Flashes look to rebound against Pisgah
Published 12:00 am Friday, October 10, 2008
It’s been said that for every action, there’s a reaction. A yin and a yang. When one person benefits, another suffers misfortune.
Although it’s a bit cosmic to apply to football, it’s as good a reason as any to explain the different fortunes of St. Aloysius and Pisgah this season. While St. Al has eked out wins in close games, Pisgah has lost them. When St. Al’s offense was surging, Pisgah’s was struggling. And as Pisgah’s offense has surged, St. Al’s has slumped.
It’s a battle of opposites that will come to a head tonight, when the teams meet in a key Region 3-1A game in Rankin County.
“They’re good. They could’ve beaten Pelahatchie, and Pelahatchie is a tough football team. Whoever makes more plays is going to win,” St. Al coach B.J. Smithhart said.
Pisgah started slow, but has come on strong the last three games. After being shut out twice in the first three games by region powers Puckett and Mount Olive, the Dragons (2-4) scored 109 points in their next three games. Unfortunately, they lost two of them to fall to 2-4 in the region. One more loss would all but eliminate them from playoff contention.
And Pisgah’s losses haven’t been ordinary. Stringer scored a late touchdown to pull away in a 48-35 victory. Two weeks later, Pelahatchie scored in the final minute for a 28-21 win.
“It’s been real close, a play or two away here and there. It’s been that kind of year,” Pisgah coach Marc Herrington said. “You get frustrated. You think you’re snakebit. You try to keep the kids positive, but it’s hard.”
St. Al (4-2, 4-2), meanwhile, has been on the other side of those close games. Two weeks in a row they scored in the final minute to beat Cathedral and Pelahatchie. Even with last week’s 35-7 loss to Puckett, the Flashes are still in fourth place in the region and control their own destiny for a playoff spot.

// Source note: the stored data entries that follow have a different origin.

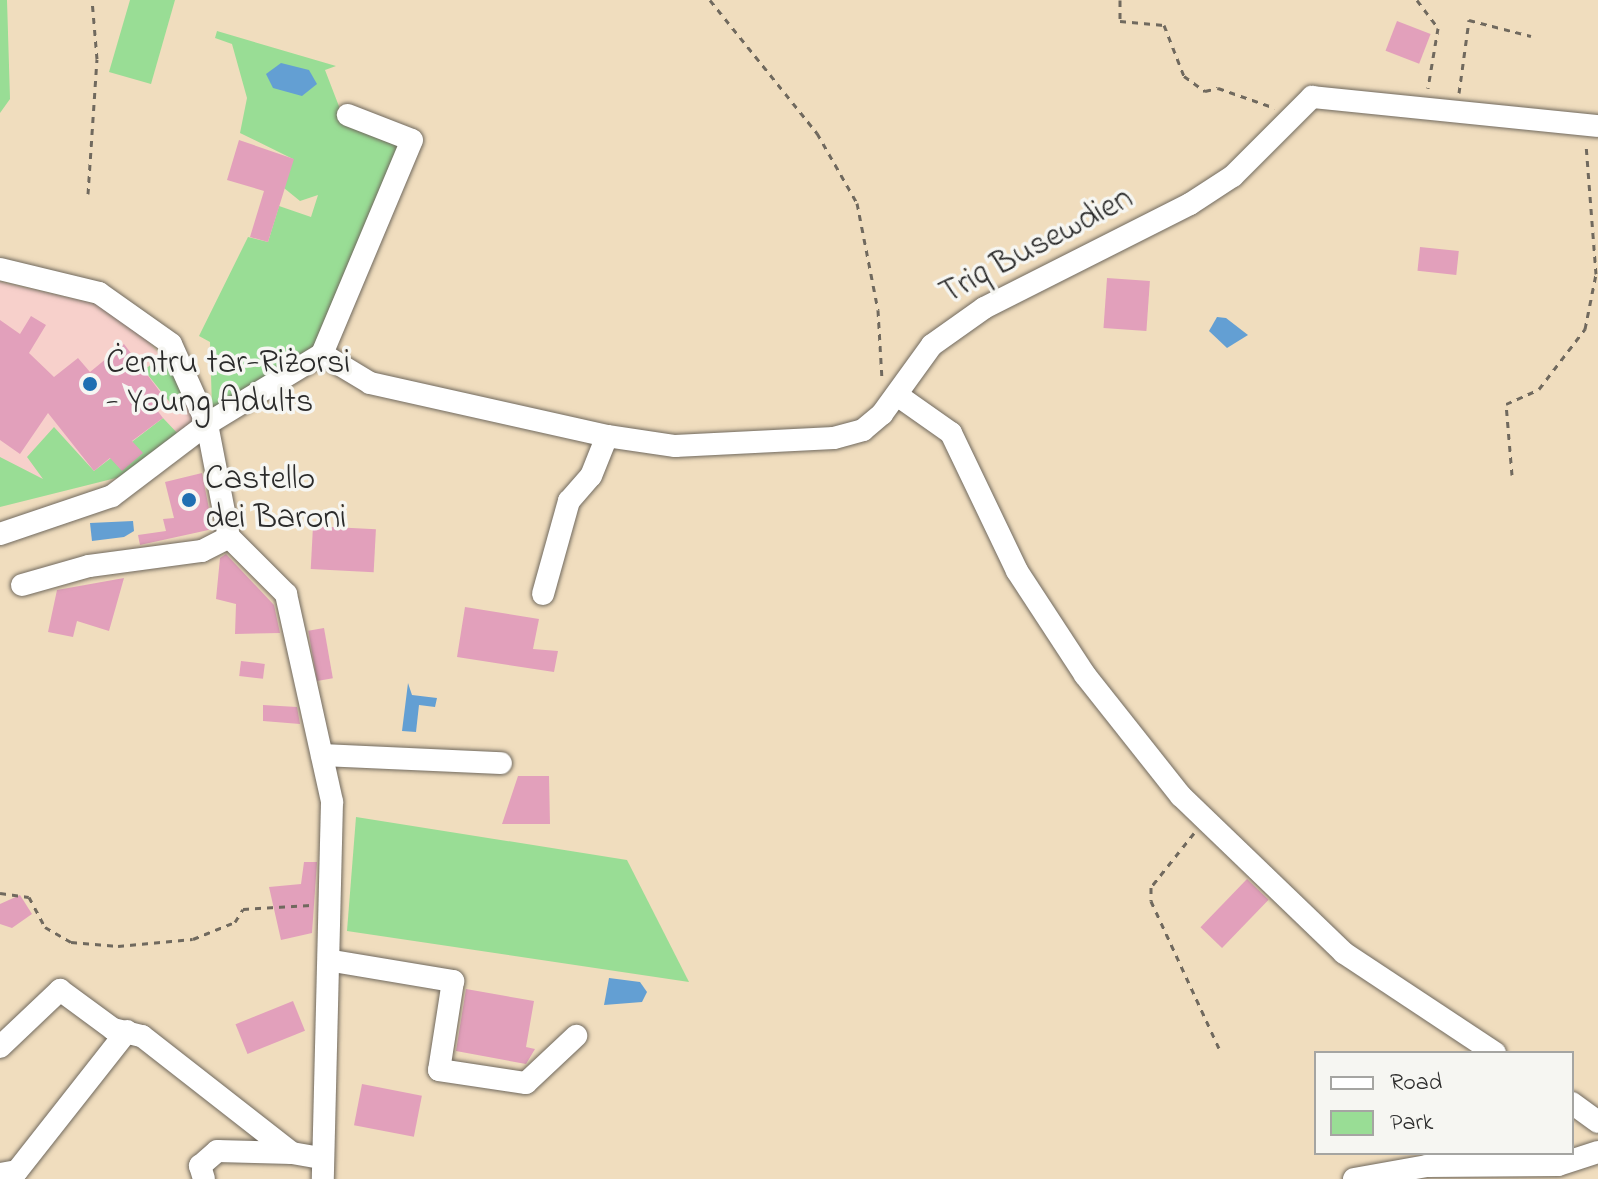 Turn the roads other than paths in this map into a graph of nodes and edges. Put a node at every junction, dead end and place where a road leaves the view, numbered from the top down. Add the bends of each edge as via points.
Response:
1 (348, 115) dead end
2 (1592, 127) edge
3 (0, 269) edge
4 (322, 354) junction
5 (897, 395) junction
6 (207, 424) junction
7 (607, 436) junction
8 (0, 534) edge
9 (229, 537) junction
10 (22, 585) dead end
11 (543, 594) dead end
12 (322, 755) junction
13 (501, 763) dead end
14 (333, 961) junction
15 (127, 1031) junction
16 (576, 1036) dead end
17 (0, 1047) edge
18 (1492, 1051) edge
19 (1574, 1104) edge
20 (1598, 1122) edge
21 (1598, 1152) edge
22 (292, 1153) junction
23 (322, 1169) edge
24 (0, 1174) edge
25 (204, 1179) edge
26 (1354, 1179) edge

1 - 4 street via 412,140
2 - 5 street, Triq Busewdien via 1327,95 1291,113 1233,176 1190,204 984,308 932,345
3 - 6 street via 85,287 134,311 180,357
4 - 6 street
4 - 7 street, Triq Busewdien via 368,390
5 - 7 street, Triq Busewdien via 863,430 834,438 675,446
5 - 18 street via 951,433 1017,571 1068,649 1204,821 1344,953
6 - 8 street via 112,496
6 - 9 street
7 - 11 street via 591,476 569,501
9 - 10 street via 202,551 89,566
9 - 12 street via 286,594
12 - 13 street
12 - 14 street via 332,802
14 - 16 street via 453,981 439,1070 526,1083
14 - 23 street
15 - 17 street via 60,990
15 - 22 street
15 - 24 street via 17,1171
19 - 20 street
21 - 26 street via 1558,1165 1427,1166
22 - 23 street
22 - 25 street via 217,1151 200,1166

“Of course you want to win them all. But we’ve got a fighting chance and we don’t need help from anybody. We don’t have to have people lose, we just have to win,” Smithhart said. “We’ve got a real competitive region. You’ve got six or seven teams that are fighting for four spots.”
St. Al has also seen its offensive production dip in the last two weeks, although it may have had more to do with playing stronger teams than a slumping attack. After scoring 31 or more points in three straight games, the Flashes have managed a total of 23 the last two weeks.
That should change this week against a Pisgah team that’s given up points almost as fast it has scored them. In the three-game stretch where it scored 109 points, Pisgah allowed 103. For the season, the Dragons are allowing an average of 32 points a game.
With a St. Al offense that has shown it can score, that could mean a high-scoring shootout tonight.
“It could go either way. I’m thinking it’ll be in the 20s like it was against Pelahatchie last week,” Herrington said. “Our defense stepped up in the third quarter for us in that one. We had a couple of turnovers.”
Smithhart said he’d be just as happy with a defensive battle as a shootout — as long as his team wins.
“I think we can move the football. Ain’t nothing going to be easy, though,” Smithhart said. “If we win it, I don’t care how we win it. If it’s 2-0 and we win on a safety, that’s fine.”